Agree. There are two aspects to Opal that are very annoying: The failure to grasp the nettle of multi-modal pricing (the lessons of almost everywhere else with an electronic ticketing system being that this is the key to unlocking patronage and therefore revenue), and the senseless refusal/failure to provide Opal cards and recharge facilities at the very places they are most needed

It really isn't that hard; there are scores of examples to learn from

NSW Treasury's idiotic insistence on hypothecation of revenue streams between transport modes needs to go - it's all part of the same PT system and it's all subsidised (very heavily) by the taxpayer, way more than is received in the farebox, so the idea that by offering multi-modal journeys without the heavy flagfall one mode is "subsidising" another is preposterous. What actually happens is that people just don't bother using the PT (or one mode of the mixed mode journey) at all, so the revenue is just foregone.

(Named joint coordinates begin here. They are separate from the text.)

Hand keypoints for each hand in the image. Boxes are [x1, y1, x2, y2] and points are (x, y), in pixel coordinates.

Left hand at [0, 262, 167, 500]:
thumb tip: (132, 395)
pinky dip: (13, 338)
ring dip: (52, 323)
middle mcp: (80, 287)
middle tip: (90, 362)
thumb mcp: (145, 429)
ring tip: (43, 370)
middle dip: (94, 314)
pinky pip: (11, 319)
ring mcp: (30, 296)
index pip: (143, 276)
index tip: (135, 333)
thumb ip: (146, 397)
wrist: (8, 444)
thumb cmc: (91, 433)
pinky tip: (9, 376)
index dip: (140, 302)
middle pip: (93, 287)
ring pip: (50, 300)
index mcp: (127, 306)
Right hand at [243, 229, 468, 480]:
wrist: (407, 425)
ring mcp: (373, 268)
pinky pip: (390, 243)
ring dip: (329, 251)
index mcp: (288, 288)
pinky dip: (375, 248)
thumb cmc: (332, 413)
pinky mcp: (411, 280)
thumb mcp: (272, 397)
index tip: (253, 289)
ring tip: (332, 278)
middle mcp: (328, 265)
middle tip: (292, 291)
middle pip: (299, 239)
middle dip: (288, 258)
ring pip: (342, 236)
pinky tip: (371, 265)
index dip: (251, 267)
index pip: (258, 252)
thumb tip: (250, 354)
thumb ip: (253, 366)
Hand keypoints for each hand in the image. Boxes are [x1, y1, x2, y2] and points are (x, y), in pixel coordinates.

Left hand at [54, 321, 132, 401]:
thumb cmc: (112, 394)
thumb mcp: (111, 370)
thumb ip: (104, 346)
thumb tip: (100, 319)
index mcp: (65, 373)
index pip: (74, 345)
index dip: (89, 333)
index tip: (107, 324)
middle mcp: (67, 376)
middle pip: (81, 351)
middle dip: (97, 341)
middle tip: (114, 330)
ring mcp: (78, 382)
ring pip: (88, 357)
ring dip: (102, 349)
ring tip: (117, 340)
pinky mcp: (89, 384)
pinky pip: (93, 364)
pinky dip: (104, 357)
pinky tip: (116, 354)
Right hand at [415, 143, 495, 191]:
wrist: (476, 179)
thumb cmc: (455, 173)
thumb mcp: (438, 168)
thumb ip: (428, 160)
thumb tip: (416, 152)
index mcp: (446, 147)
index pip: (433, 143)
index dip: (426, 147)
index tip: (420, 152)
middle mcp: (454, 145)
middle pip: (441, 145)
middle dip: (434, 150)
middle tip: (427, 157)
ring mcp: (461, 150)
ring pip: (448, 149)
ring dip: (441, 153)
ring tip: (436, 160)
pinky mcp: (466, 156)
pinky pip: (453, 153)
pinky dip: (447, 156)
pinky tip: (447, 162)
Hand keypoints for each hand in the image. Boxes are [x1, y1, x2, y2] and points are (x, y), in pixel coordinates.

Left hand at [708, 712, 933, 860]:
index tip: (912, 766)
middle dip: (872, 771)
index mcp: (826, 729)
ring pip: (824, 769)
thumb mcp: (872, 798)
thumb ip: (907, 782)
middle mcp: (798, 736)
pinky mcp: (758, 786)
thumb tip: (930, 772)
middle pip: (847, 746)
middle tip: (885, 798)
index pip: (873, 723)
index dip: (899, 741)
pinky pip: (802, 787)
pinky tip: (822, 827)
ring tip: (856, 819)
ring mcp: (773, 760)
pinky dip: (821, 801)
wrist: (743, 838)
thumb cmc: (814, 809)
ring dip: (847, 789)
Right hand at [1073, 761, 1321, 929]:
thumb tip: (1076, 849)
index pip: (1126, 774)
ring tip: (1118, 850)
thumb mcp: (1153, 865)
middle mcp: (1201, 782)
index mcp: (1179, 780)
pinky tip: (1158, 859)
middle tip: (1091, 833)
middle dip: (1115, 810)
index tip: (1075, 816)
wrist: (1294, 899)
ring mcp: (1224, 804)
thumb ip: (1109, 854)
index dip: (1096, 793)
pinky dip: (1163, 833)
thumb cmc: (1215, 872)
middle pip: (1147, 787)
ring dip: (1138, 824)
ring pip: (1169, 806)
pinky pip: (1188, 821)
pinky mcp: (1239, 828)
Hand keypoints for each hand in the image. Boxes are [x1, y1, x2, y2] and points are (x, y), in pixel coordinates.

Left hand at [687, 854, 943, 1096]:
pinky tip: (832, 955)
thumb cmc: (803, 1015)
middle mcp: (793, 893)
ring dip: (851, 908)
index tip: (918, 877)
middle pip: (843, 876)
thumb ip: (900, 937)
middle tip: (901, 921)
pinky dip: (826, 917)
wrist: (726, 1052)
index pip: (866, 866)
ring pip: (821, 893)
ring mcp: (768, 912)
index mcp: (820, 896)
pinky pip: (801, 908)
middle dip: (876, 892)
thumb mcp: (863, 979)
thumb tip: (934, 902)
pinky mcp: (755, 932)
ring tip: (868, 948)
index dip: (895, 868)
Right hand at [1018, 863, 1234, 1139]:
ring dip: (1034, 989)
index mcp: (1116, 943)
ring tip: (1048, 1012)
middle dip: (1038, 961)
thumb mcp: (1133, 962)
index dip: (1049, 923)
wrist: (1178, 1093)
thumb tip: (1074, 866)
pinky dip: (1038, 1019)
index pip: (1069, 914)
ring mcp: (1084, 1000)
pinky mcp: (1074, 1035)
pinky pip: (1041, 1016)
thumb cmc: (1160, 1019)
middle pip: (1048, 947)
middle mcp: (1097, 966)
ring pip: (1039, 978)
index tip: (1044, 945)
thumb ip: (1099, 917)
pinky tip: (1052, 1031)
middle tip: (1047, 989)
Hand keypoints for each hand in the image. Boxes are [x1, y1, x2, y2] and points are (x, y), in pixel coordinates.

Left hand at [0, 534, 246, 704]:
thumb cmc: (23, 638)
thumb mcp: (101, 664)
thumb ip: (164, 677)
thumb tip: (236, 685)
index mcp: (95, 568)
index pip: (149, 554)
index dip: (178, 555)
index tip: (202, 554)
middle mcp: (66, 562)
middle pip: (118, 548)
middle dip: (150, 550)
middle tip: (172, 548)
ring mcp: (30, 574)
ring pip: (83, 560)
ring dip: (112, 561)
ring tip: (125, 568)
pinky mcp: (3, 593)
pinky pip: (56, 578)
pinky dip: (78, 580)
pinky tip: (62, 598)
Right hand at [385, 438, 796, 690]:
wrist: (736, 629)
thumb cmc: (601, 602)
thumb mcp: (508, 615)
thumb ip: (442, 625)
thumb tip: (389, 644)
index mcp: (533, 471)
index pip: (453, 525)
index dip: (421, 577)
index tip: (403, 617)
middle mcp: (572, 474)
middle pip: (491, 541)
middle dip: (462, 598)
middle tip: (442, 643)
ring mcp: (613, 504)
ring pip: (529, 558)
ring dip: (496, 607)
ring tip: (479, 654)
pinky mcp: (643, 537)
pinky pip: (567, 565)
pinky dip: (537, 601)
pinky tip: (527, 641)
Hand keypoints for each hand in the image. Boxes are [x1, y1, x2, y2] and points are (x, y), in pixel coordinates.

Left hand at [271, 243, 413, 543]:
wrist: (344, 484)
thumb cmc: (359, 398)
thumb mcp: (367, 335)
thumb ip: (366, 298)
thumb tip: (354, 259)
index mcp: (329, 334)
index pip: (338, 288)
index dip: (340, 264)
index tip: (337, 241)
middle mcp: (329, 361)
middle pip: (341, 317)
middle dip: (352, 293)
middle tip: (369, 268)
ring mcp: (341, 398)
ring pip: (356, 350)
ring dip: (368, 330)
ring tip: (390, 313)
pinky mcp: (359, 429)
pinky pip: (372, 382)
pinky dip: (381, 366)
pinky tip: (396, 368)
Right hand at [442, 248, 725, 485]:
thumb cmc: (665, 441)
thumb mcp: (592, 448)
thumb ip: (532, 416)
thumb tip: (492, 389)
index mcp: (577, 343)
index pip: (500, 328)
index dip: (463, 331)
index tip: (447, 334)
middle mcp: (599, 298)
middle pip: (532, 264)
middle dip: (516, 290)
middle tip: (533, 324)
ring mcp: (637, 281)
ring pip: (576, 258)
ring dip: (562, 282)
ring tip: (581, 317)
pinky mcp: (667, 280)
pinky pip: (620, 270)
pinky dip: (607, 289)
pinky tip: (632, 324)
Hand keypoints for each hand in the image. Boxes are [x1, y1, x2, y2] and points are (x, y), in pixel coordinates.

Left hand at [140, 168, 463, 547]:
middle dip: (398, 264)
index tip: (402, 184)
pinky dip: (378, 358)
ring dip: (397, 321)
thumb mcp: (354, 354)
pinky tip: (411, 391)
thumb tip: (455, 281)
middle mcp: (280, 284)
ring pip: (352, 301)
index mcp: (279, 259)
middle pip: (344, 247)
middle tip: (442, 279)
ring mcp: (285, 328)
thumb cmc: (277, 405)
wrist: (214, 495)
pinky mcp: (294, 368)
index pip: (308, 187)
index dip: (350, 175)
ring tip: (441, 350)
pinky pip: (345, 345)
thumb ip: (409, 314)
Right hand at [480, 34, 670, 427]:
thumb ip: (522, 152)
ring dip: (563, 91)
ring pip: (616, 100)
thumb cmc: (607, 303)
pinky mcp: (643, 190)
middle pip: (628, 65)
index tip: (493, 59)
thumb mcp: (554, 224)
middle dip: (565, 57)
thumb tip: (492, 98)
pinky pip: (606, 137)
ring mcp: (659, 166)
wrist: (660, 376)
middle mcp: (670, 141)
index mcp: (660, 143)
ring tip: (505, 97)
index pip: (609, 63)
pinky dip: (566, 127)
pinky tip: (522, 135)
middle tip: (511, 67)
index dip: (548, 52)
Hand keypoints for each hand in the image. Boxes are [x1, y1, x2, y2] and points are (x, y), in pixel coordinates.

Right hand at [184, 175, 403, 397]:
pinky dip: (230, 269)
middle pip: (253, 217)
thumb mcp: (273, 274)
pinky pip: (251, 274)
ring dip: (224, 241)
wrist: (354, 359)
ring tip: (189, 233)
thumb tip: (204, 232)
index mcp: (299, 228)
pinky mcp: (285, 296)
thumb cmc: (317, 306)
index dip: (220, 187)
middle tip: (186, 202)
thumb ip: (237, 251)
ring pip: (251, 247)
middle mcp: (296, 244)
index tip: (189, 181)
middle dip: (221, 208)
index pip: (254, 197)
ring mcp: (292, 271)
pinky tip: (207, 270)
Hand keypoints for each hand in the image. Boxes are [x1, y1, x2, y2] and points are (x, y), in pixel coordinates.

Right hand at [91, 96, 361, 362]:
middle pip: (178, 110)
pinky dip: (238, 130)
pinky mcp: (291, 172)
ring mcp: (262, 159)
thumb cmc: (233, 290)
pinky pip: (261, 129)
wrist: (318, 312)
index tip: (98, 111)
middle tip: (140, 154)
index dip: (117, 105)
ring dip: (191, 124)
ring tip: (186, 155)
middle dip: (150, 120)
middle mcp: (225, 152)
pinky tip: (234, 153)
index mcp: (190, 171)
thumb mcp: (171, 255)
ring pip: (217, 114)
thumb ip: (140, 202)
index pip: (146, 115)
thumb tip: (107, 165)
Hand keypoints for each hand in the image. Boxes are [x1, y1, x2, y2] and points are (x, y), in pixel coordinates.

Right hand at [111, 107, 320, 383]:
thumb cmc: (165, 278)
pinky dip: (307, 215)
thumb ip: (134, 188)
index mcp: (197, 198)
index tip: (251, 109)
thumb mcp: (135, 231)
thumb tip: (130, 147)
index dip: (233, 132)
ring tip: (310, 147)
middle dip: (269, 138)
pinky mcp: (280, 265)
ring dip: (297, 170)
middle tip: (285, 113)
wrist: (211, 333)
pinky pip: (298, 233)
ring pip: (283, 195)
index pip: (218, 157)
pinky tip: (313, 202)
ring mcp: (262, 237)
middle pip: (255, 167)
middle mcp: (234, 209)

Which is exactly the choice I make when I get off the train and can either walk 15 minutes, or get on the bus, and wait 5 minutes for the 6 minute journey, and pay an extra $2.30 or so for the privilege. Not a hard choice to make, but if it were without the flagfall and was an add-on for <$1, well my choice changes.....and as a taxpayer I'd rather like to push patronage and total revenue as much as possible, thanks, so I don't have to subsidise all those empty buses doing the rounds from stations quite so much.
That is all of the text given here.